Skip the images. Copy the records exactly as written.

- Dataset records
..........
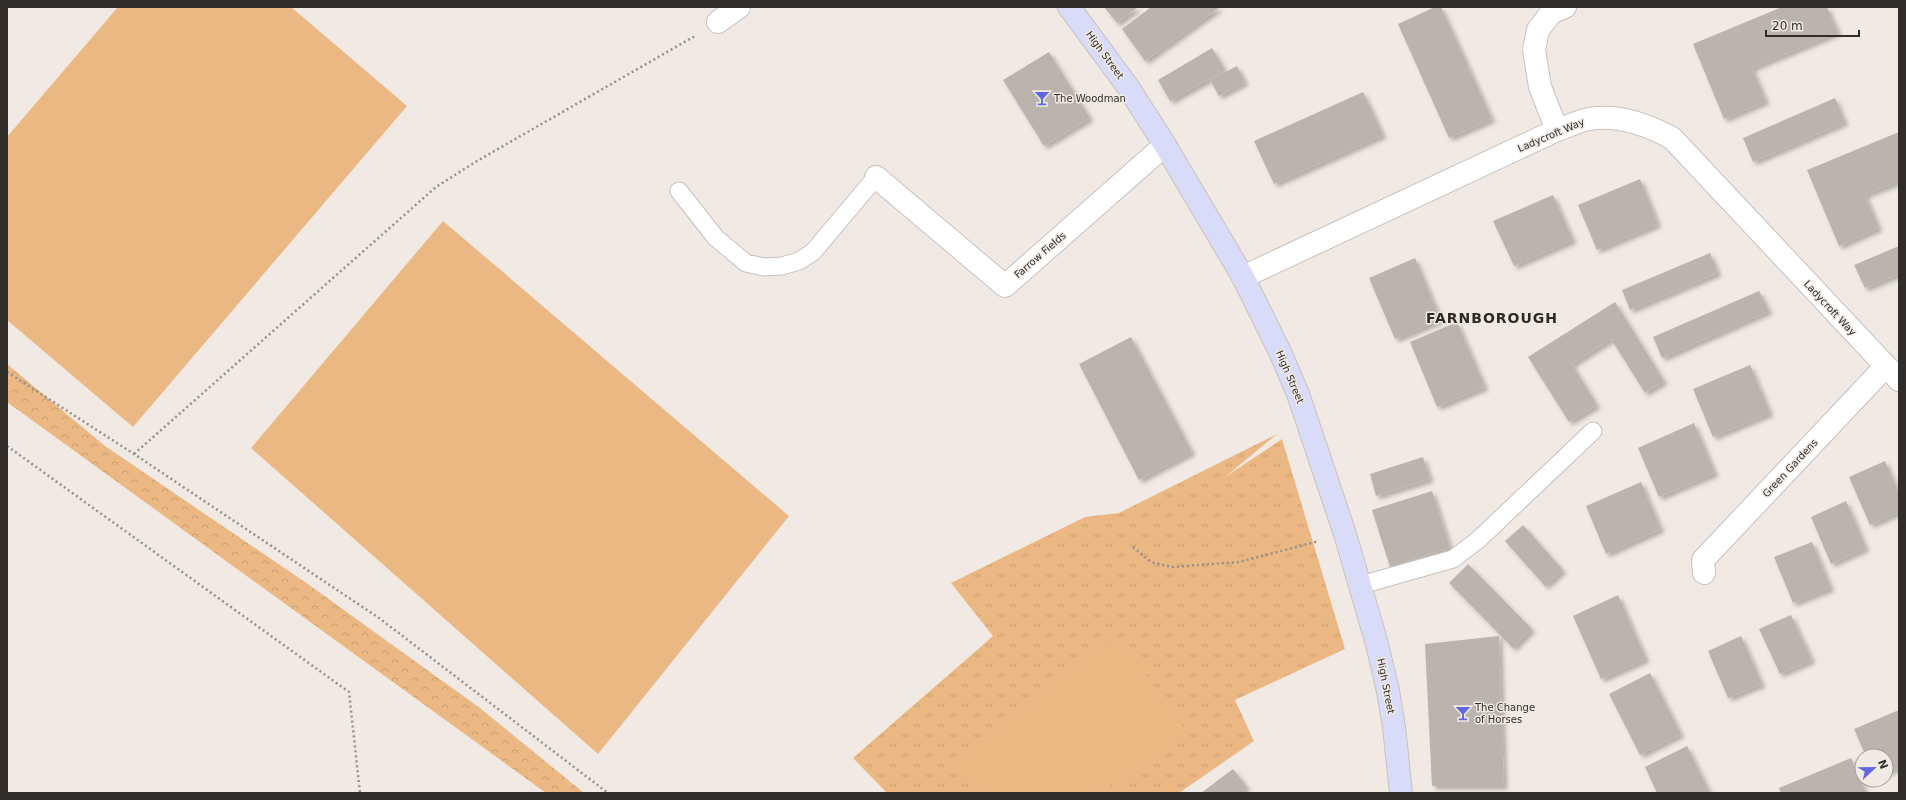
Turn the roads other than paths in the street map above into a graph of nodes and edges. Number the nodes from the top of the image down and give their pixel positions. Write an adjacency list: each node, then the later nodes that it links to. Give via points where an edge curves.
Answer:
1 (739, 7): 4 (street)
2 (1069, 7): 6 (main road, High Street, via 1128,87)
3 (1565, 7): 5 (street, via 1551,13 1538,30 1534,50 1540,87)
4 (718, 22)
5 (1557, 130): 9 (street, Ladycroft Way); 10 (street, Ladycroft Way, via 1589,119 1614,118 1654,128 1672,138)
6 (1165, 145): 7 (street, Farrow Fields, via 1005,286); 9 (main road, High Street)
7 (876, 177): 8 (lane, via 813,252 799,261 782,266 764,267 746,263 716,238)
8 (679, 191)
9 (1243, 277): 13 (main road, High Street, via 1298,394)
10 (1892, 374): 12 (street, Green Gardens, via 1703,560)
11 (1593, 431): 13 (lane, via 1478,540 1453,559)
12 (1704, 572)
13 (1361, 585): 14 (main road, High Street, via 1388,691)
14 (1400, 793)

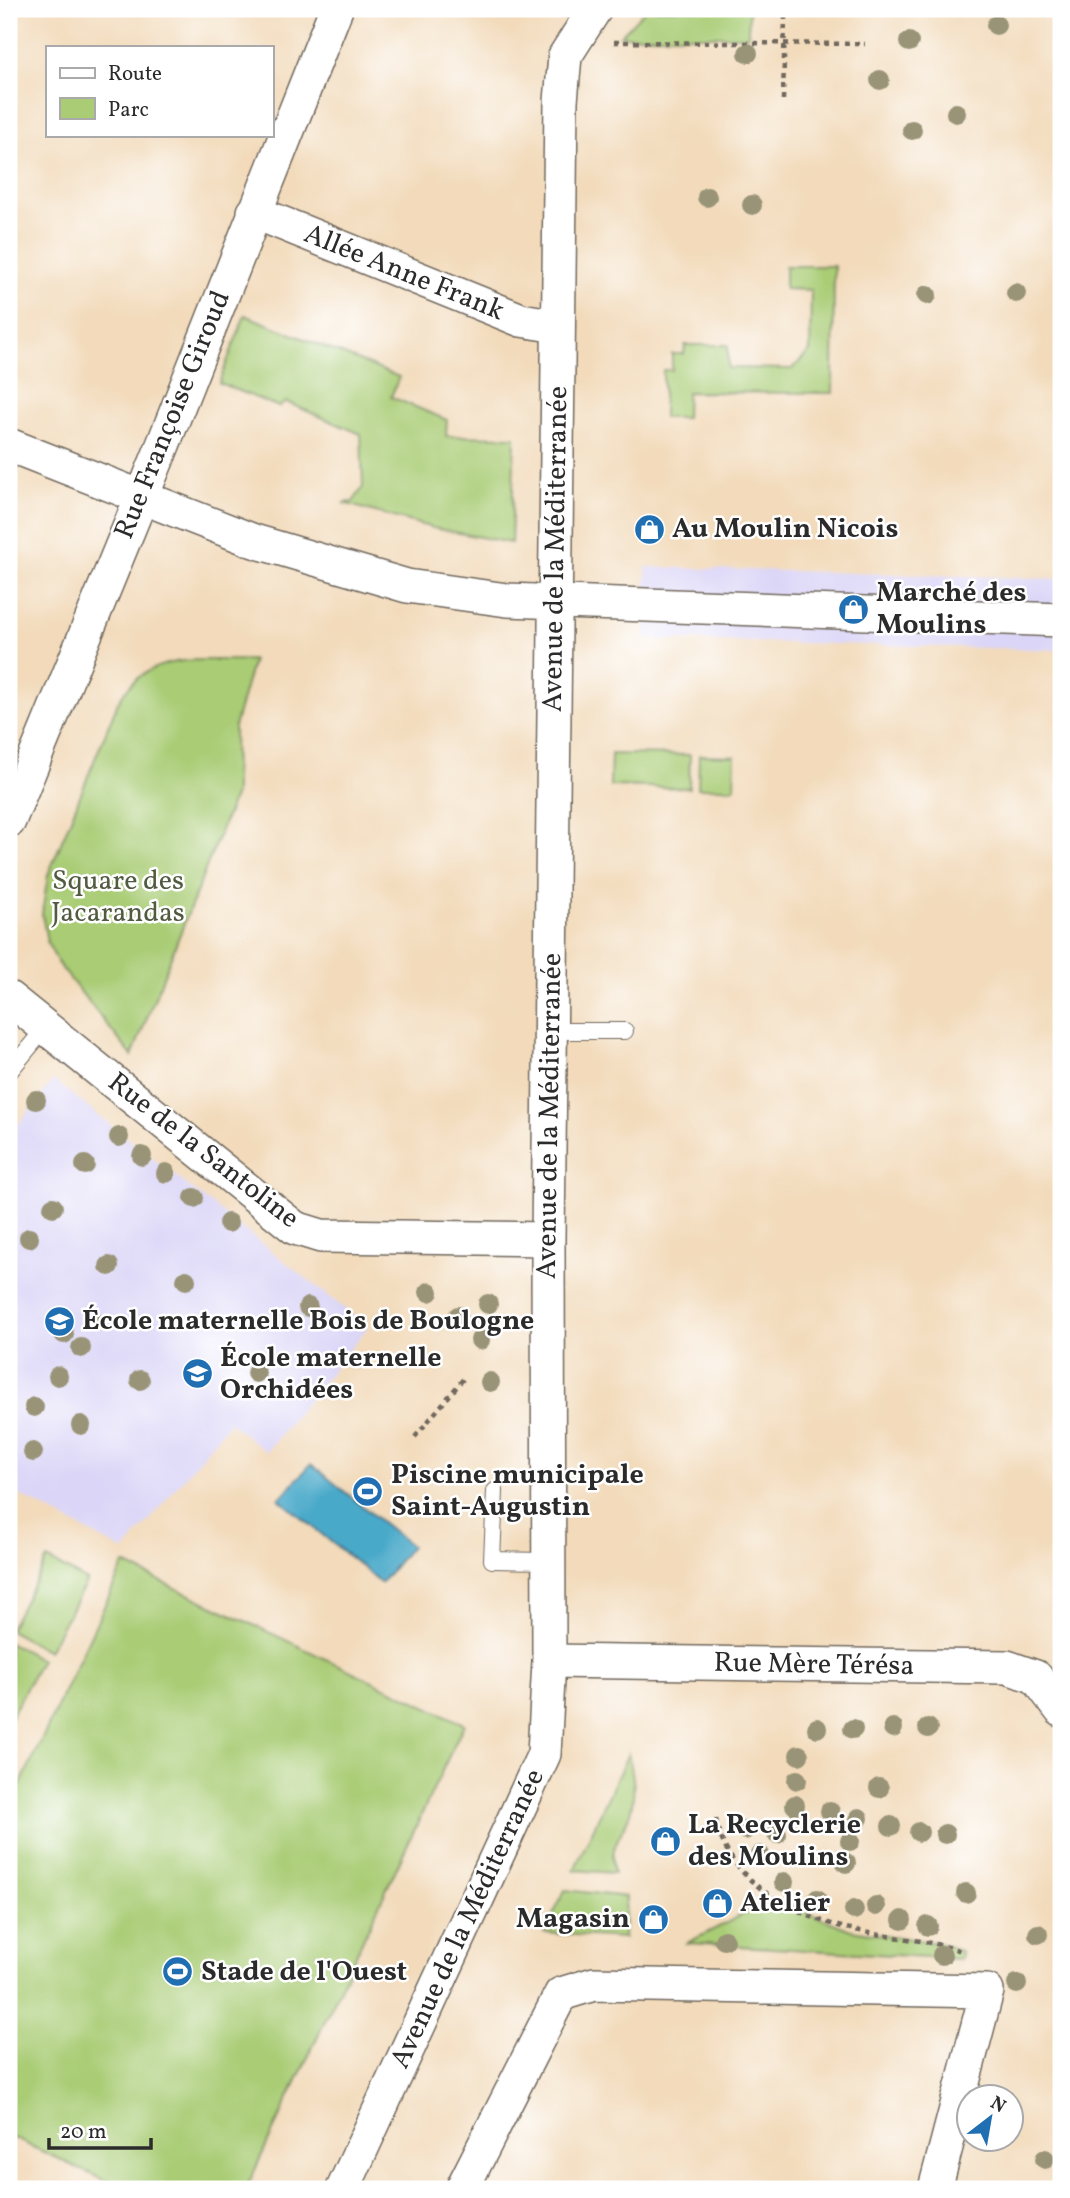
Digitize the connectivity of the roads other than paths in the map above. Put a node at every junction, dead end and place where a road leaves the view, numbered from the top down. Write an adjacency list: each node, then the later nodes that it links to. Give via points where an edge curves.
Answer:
..........
- Your solution
Turn the roads other than paths in the street map above into a graph of nodes and edges. Number the nodes from the top of the image down and give their pixel positions. Write an adjacency list: each node, then the later nodes that it links to. Give via points where an edge curves.
Answer:
1 (739, 7): 4 (street)
2 (1069, 7): 6 (main road, High Street, via 1128,87)
3 (1565, 7): 5 (street, via 1551,13 1538,30 1534,50 1540,87)
4 (718, 22)
5 (1557, 130): 9 (street, Ladycroft Way); 10 (street, Ladycroft Way, via 1589,119 1614,118 1654,128 1672,138)
6 (1165, 145): 7 (street, Farrow Fields, via 1005,286); 9 (main road, High Street)
7 (876, 177): 8 (lane, via 813,252 799,261 782,266 764,267 746,263 716,238)
8 (679, 191)
9 (1243, 277): 13 (main road, High Street, via 1298,394)
10 (1892, 374): 12 (street, Green Gardens, via 1703,560)
11 (1593, 431): 13 (lane, via 1478,540 1453,559)
12 (1704, 572)
13 (1361, 585): 14 (main road, High Street, via 1388,691)
14 (1400, 793)

Digitize the connectivity of the roads other than paths in the map above. Put a node at every junction, dead end and place where a road leaves the view, numbered from the top down. Write an adjacency list: each node, then the later nodes that it links to. Give via points where an edge curves.
Answer:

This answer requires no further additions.